[WORK INSTRUCTION] Please return all lines of the data below containing the string "tools".

Stored items from a collection
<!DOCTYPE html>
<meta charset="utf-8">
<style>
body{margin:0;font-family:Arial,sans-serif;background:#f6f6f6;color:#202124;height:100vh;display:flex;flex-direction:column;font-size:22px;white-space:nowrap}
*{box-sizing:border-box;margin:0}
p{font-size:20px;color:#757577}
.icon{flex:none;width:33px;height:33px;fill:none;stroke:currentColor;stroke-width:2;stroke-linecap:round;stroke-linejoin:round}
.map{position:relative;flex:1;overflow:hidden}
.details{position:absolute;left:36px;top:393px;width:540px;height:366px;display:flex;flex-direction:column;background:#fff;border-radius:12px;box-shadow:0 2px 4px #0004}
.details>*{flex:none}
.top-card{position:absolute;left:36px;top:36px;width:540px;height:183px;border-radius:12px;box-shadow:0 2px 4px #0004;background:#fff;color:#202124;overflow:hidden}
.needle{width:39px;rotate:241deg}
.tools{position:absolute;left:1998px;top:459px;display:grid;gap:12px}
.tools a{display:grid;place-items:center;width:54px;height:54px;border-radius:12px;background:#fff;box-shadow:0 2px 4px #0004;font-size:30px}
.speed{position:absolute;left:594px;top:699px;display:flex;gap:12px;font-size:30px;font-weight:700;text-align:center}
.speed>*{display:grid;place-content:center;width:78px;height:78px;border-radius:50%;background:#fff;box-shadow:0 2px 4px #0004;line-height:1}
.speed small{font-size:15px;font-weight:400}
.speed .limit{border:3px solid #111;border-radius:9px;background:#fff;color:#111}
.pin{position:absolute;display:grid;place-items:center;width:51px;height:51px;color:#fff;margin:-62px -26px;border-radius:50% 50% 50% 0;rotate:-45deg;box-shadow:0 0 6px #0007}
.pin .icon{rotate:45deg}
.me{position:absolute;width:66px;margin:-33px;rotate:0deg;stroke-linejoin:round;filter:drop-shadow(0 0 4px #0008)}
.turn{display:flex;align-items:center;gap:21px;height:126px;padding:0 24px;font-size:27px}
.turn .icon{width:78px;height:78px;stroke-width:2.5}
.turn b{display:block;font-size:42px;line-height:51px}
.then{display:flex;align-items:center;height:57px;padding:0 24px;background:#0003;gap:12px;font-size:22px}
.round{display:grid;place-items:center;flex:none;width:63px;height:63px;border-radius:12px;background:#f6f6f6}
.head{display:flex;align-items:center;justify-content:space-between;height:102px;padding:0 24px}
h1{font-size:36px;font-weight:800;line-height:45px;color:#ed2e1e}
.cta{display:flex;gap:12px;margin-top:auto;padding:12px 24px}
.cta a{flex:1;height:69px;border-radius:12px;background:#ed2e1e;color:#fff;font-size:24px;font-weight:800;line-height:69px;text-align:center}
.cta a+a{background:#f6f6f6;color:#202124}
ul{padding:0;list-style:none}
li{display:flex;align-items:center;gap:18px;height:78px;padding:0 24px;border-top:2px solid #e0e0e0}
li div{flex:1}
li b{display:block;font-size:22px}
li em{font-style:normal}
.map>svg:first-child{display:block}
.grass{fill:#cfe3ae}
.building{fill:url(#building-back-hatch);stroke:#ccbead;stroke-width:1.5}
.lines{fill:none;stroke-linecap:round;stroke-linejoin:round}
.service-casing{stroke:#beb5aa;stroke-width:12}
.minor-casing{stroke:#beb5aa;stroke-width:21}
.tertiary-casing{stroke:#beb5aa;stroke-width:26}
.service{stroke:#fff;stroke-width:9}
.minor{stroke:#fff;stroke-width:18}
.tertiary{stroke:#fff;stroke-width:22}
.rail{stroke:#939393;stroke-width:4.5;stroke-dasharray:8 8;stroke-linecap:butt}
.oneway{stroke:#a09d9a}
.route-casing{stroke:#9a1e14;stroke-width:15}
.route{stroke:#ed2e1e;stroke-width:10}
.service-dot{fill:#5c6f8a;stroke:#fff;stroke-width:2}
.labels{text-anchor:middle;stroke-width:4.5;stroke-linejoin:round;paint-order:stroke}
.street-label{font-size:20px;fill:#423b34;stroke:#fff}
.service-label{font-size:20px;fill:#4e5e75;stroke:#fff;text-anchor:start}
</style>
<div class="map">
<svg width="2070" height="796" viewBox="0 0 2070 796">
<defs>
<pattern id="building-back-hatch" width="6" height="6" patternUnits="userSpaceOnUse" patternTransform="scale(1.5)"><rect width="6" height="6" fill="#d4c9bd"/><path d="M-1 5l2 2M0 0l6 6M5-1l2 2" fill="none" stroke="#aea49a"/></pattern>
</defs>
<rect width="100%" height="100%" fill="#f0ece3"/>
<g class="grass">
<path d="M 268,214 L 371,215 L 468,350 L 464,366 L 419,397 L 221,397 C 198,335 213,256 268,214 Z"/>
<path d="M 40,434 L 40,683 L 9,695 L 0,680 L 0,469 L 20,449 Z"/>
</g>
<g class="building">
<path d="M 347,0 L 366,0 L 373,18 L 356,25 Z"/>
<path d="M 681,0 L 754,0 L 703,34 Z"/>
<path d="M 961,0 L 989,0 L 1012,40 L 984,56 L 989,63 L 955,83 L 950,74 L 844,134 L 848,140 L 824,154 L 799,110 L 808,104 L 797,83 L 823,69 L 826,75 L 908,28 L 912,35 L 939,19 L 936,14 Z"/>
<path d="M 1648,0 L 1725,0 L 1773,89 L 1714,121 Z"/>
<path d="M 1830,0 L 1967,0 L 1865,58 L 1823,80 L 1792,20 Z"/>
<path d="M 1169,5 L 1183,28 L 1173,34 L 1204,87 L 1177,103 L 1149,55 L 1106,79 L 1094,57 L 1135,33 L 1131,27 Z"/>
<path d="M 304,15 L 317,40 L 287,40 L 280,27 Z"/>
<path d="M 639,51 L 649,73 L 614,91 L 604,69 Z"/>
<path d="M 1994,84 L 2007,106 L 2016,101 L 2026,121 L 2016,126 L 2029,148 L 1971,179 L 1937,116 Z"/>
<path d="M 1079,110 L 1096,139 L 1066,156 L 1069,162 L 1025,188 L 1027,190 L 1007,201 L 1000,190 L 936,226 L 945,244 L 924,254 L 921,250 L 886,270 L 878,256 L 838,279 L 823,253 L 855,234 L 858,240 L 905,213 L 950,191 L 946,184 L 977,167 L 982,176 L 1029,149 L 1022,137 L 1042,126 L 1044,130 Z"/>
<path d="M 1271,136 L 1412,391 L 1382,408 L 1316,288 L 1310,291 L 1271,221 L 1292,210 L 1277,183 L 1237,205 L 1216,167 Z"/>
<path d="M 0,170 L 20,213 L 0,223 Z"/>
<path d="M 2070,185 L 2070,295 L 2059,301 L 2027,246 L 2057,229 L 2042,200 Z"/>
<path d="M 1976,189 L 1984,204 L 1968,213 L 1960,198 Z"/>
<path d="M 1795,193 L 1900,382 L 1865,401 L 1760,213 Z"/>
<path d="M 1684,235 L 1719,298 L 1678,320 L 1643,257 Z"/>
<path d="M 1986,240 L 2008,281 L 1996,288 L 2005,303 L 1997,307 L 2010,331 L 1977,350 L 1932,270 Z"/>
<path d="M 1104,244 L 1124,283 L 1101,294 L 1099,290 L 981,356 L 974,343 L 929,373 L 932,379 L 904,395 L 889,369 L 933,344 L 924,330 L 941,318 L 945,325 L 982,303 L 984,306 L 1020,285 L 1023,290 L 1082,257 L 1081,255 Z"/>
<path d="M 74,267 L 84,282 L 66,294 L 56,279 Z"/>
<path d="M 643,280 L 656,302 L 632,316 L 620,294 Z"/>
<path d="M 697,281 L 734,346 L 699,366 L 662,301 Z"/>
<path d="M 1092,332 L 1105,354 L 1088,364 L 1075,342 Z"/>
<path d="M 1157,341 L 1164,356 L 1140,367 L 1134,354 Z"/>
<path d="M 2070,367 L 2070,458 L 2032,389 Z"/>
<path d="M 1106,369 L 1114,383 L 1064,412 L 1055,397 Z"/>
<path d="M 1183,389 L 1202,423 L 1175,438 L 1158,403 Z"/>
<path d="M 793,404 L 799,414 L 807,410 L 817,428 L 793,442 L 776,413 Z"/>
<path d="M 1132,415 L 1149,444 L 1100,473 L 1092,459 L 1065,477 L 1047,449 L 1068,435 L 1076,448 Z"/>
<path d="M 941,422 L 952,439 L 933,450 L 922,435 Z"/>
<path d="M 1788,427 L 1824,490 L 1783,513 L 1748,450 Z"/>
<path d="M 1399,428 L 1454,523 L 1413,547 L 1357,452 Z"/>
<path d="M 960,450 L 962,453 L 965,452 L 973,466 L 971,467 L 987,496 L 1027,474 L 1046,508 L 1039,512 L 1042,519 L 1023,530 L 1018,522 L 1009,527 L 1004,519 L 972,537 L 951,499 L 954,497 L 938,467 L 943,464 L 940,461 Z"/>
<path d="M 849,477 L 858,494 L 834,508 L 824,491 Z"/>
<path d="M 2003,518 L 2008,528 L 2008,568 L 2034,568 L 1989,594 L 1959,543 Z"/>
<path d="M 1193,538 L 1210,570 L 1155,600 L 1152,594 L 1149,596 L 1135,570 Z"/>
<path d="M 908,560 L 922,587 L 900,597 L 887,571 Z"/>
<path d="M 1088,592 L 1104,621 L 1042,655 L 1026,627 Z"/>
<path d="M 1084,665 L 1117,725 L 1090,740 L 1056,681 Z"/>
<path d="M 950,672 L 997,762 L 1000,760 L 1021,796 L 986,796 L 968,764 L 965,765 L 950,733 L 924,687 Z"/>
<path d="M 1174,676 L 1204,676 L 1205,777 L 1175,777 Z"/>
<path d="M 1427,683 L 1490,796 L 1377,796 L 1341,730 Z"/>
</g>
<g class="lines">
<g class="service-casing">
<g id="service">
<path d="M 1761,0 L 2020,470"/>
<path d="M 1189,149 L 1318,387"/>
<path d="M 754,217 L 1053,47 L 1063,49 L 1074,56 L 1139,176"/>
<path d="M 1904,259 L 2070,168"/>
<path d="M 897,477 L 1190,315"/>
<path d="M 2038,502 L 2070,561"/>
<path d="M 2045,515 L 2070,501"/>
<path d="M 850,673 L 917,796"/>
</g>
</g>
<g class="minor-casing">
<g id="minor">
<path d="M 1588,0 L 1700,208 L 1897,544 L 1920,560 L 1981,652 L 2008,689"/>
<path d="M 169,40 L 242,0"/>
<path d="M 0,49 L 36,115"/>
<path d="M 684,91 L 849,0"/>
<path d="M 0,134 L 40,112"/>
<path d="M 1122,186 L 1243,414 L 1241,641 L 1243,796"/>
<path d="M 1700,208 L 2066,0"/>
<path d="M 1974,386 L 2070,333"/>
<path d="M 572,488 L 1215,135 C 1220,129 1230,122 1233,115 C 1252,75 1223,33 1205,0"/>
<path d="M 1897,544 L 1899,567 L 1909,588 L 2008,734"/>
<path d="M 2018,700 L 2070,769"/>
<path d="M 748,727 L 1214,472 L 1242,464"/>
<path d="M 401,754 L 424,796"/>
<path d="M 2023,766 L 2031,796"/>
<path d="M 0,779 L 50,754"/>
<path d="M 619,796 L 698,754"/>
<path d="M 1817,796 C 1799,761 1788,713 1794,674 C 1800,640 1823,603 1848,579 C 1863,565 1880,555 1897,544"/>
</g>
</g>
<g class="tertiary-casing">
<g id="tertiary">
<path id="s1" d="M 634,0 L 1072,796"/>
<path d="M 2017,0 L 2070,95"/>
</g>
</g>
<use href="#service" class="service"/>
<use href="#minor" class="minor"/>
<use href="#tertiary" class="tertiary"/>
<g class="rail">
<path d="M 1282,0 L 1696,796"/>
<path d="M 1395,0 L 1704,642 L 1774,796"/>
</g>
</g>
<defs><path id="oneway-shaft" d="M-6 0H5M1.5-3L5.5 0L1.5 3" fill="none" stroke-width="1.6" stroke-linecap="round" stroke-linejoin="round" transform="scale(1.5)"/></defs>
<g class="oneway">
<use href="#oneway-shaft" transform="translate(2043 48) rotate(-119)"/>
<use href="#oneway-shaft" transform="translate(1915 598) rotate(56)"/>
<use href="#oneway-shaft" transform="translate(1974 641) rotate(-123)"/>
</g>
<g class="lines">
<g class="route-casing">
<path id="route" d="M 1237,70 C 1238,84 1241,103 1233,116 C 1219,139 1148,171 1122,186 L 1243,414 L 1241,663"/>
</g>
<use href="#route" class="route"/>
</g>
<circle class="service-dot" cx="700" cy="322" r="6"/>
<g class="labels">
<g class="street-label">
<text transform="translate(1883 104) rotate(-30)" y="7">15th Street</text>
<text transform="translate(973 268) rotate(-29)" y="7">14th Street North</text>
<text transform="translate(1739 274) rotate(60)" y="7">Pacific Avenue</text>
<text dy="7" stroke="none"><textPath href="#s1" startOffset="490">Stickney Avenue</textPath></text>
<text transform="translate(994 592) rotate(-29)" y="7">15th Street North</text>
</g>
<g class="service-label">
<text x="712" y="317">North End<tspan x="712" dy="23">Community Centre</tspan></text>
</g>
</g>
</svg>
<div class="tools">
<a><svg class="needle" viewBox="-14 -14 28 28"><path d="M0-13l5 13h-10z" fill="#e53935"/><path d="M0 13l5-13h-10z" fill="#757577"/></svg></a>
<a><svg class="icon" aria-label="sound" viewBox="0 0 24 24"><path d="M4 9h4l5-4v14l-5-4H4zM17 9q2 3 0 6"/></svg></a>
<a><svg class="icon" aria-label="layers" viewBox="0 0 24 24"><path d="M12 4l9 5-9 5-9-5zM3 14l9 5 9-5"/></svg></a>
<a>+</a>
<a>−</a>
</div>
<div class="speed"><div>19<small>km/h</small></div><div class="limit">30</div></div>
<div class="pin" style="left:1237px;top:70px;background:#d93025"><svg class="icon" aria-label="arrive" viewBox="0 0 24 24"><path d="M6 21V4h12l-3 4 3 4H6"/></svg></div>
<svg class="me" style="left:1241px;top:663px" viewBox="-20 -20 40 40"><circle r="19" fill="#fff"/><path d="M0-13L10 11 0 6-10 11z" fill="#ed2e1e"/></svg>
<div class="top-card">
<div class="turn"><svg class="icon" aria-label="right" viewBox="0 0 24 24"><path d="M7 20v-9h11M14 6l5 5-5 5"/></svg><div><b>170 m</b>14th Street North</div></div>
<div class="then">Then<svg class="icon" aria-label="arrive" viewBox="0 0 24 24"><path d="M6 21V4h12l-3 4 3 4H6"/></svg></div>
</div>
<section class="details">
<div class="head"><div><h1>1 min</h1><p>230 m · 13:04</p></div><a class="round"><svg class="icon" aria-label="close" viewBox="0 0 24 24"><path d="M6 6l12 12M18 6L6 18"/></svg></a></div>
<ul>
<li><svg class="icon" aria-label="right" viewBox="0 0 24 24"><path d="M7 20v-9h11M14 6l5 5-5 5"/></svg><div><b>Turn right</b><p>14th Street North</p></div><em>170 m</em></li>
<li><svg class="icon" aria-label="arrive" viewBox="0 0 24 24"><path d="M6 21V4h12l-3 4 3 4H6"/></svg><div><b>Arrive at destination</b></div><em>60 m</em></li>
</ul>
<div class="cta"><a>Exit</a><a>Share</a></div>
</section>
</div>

[REPLY TO THE TASK]
.tools{position:absolute;left:1998px;top:459px;display:grid;gap:12px}
.tools a{display:grid;place-items:center;width:54px;height:54px;border-radius:12px;background:#fff;box-shadow:0 2px 4px #0004;font-size:30px}
<div class="tools">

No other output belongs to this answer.